- **TASK INSTRUCTIONS**:
Each entry has to be given again in its exact wording, and no picture may appear in the result.

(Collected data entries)
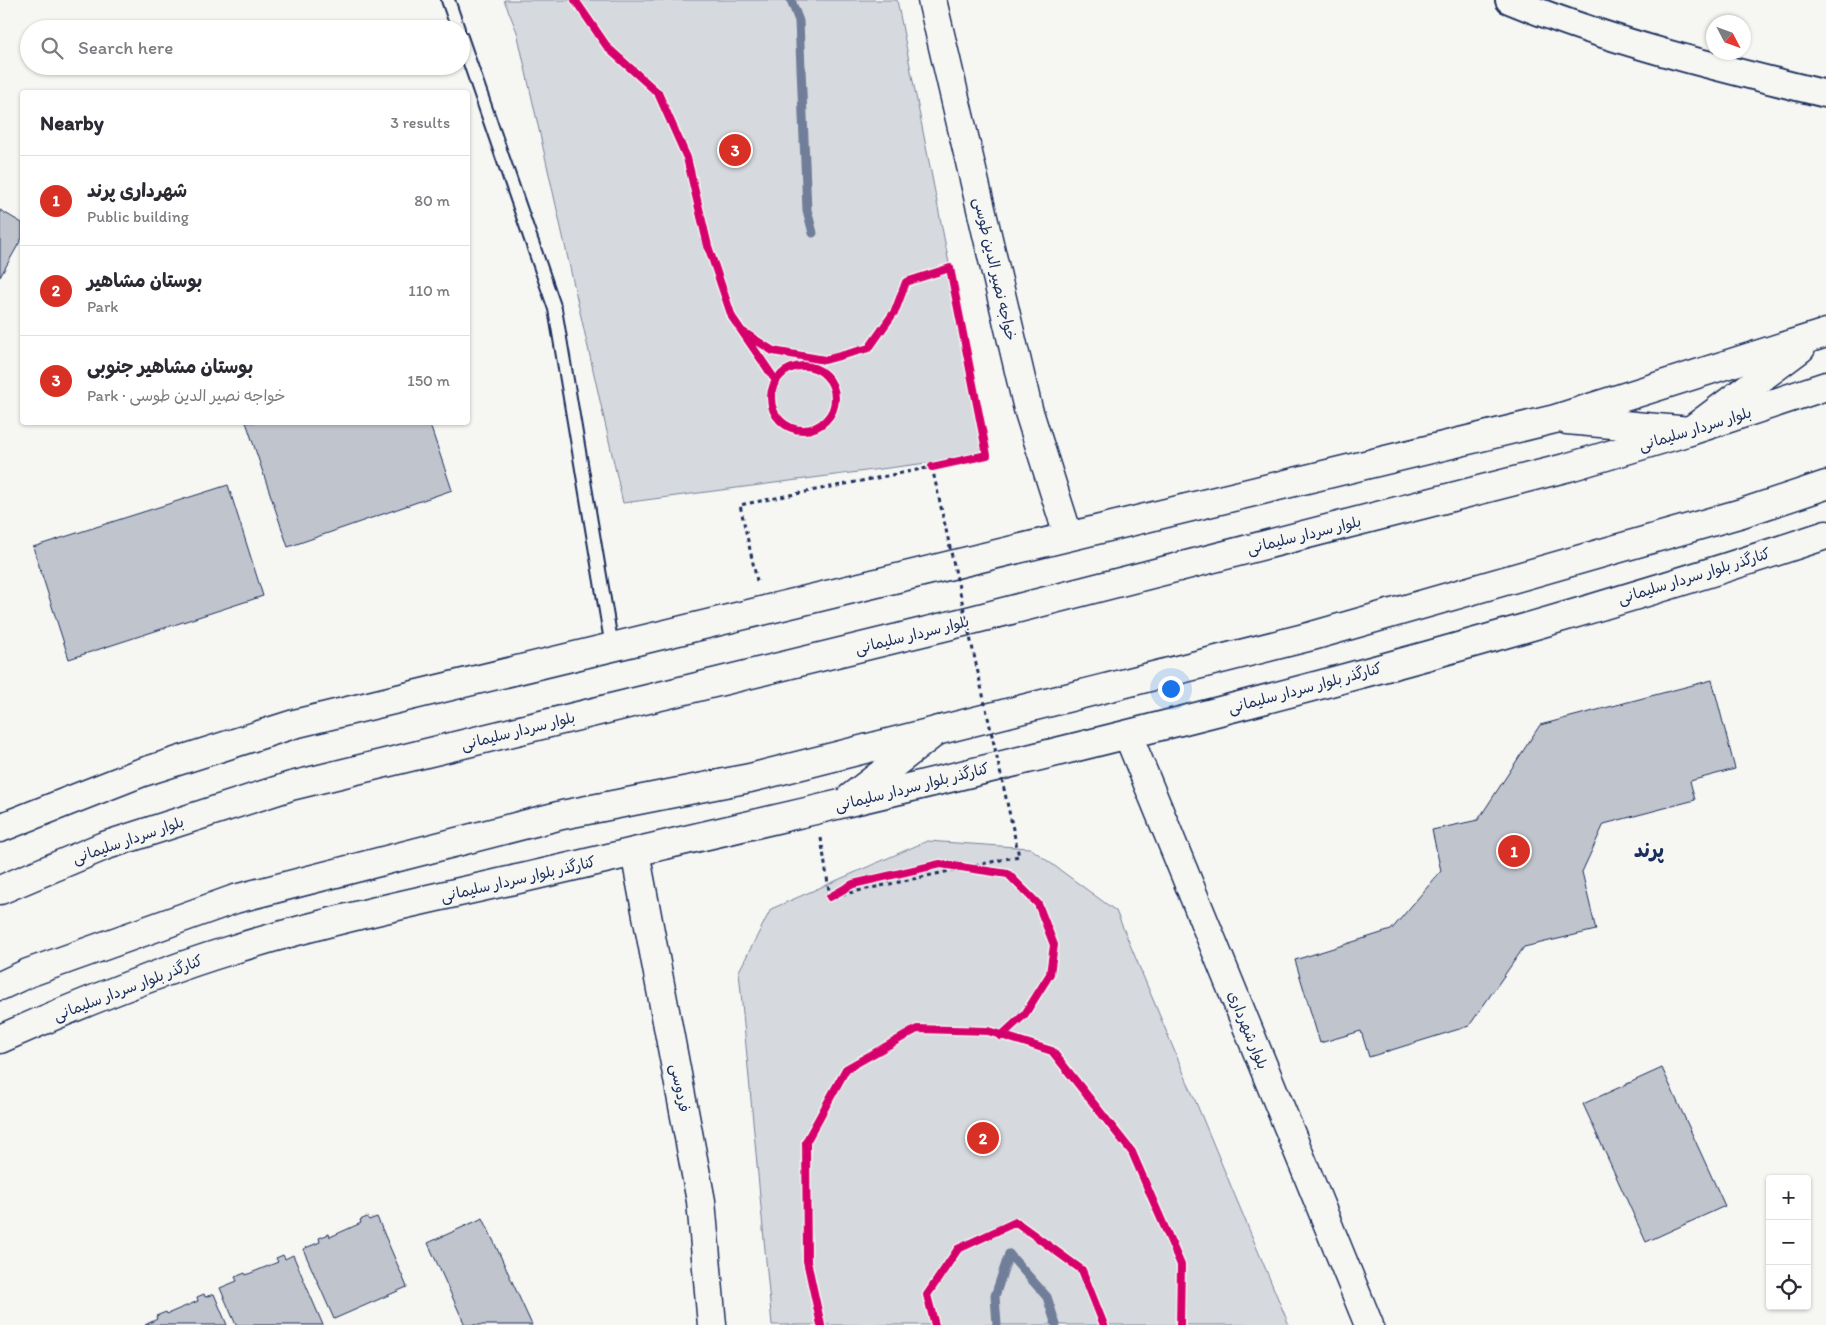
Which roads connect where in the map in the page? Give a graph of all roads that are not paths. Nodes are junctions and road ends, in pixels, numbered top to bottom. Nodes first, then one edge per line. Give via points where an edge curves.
1 (448, 0) edge
2 (932, 0) edge
3 (1509, 0) edge
4 (455, 20) edge
5 (470, 63) edge
6 (1826, 94) edge
7 (1821, 335) edge
8 (1826, 386) edge
9 (1555, 419) junction
10 (1690, 432) junction
11 (1826, 485) edge
12 (1068, 535) junction
13 (1826, 535) edge
14 (612, 647) junction
15 (938, 730) junction
16 (1128, 735) junction
17 (843, 803) junction
18 (0, 828) edge
19 (635, 852) junction
20 (0, 890) edge
21 (0, 986) edge
22 (0, 1039) edge
23 (712, 1325) edge
24 (1369, 1325) edge

1 - 4 lane
2 - 12 street, خواجه نصیر الدین طوسی via 1028,409
3 - 6 street via 1559,20 1708,66
5 - 14 lane via 555,309
7 - 9 street
7 - 10 street
8 - 10 street, بلوار سردار سلیمانی
9 - 10 street
9 - 12 street
10 - 20 street, بلوار سردار سلیمانی via 1568,467 972,620 291,786 104,846
11 - 15 street via 1742,513 1312,636
12 - 14 street
13 - 16 street, کنارگذر بلوار سردار سلیمانی via 1436,654
14 - 18 street via 294,724 140,773
15 - 17 street
15 - 21 street via 750,778 562,815 235,899
16 - 17 street, کنارگذر بلوار سردار سلیمانی
16 - 24 street, بلوار شهرداری
17 - 19 street, کنارگذر بلوار سردار سلیمانی
19 - 22 street, کنارگذر بلوار سردار سلیمانی via 356,914 227,951 88,1000
19 - 23 street, فردوسی via 701,1201

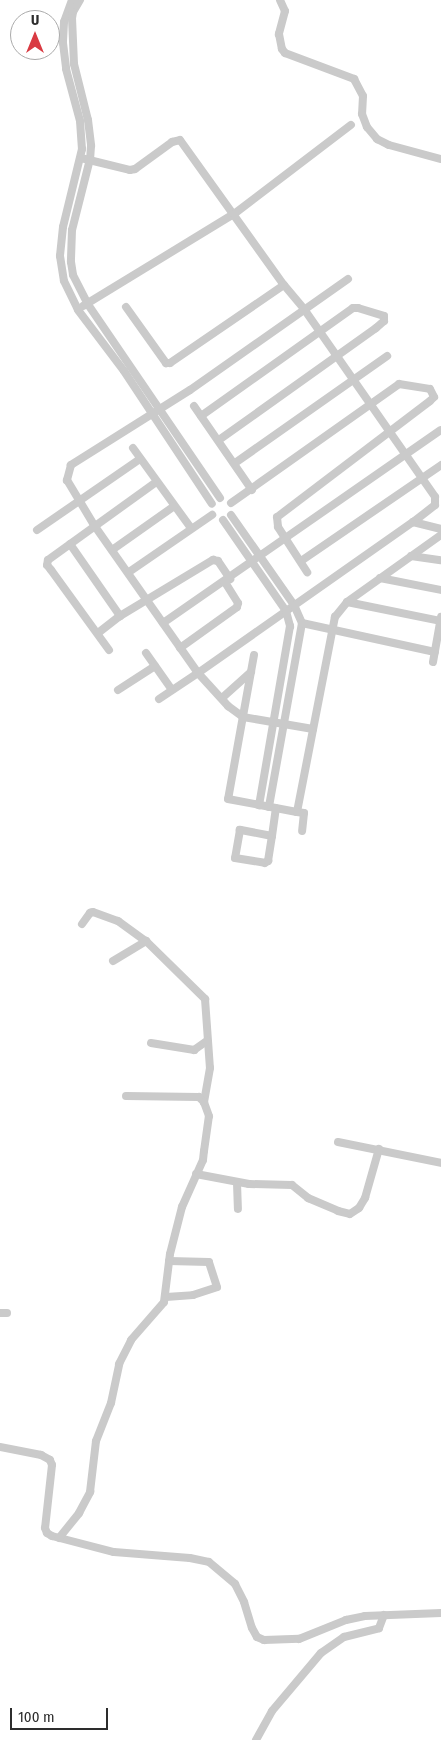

- **ANSWER SECTION**:
Which roads connect where in the map in the page? Give a graph of all roads that are not paths. Nodes are junctions and road ends, in pixels, numbered top to bottom. Nodes first, then one edge per line. Give via points where an edge curves.
1 (448, 0) edge
2 (932, 0) edge
3 (1509, 0) edge
4 (455, 20) edge
5 (470, 63) edge
6 (1826, 94) edge
7 (1821, 335) edge
8 (1826, 386) edge
9 (1555, 419) junction
10 (1690, 432) junction
11 (1826, 485) edge
12 (1068, 535) junction
13 (1826, 535) edge
14 (612, 647) junction
15 (938, 730) junction
16 (1128, 735) junction
17 (843, 803) junction
18 (0, 828) edge
19 (635, 852) junction
20 (0, 890) edge
21 (0, 986) edge
22 (0, 1039) edge
23 (712, 1325) edge
24 (1369, 1325) edge

1 - 4 lane
2 - 12 street, خواجه نصیر الدین طوسی via 1028,409
3 - 6 street via 1559,20 1708,66
5 - 14 lane via 555,309
7 - 9 street
7 - 10 street
8 - 10 street, بلوار سردار سلیمانی
9 - 10 street
9 - 12 street
10 - 20 street, بلوار سردار سلیمانی via 1568,467 972,620 291,786 104,846
11 - 15 street via 1742,513 1312,636
12 - 14 street
13 - 16 street, کنارگذر بلوار سردار سلیمانی via 1436,654
14 - 18 street via 294,724 140,773
15 - 17 street
15 - 21 street via 750,778 562,815 235,899
16 - 17 street, کنارگذر بلوار سردار سلیمانی
16 - 24 street, بلوار شهرداری
17 - 19 street, کنارگذر بلوار سردار سلیمانی
19 - 22 street, کنارگذر بلوار سردار سلیمانی via 356,914 227,951 88,1000
19 - 23 street, فردوسی via 701,1201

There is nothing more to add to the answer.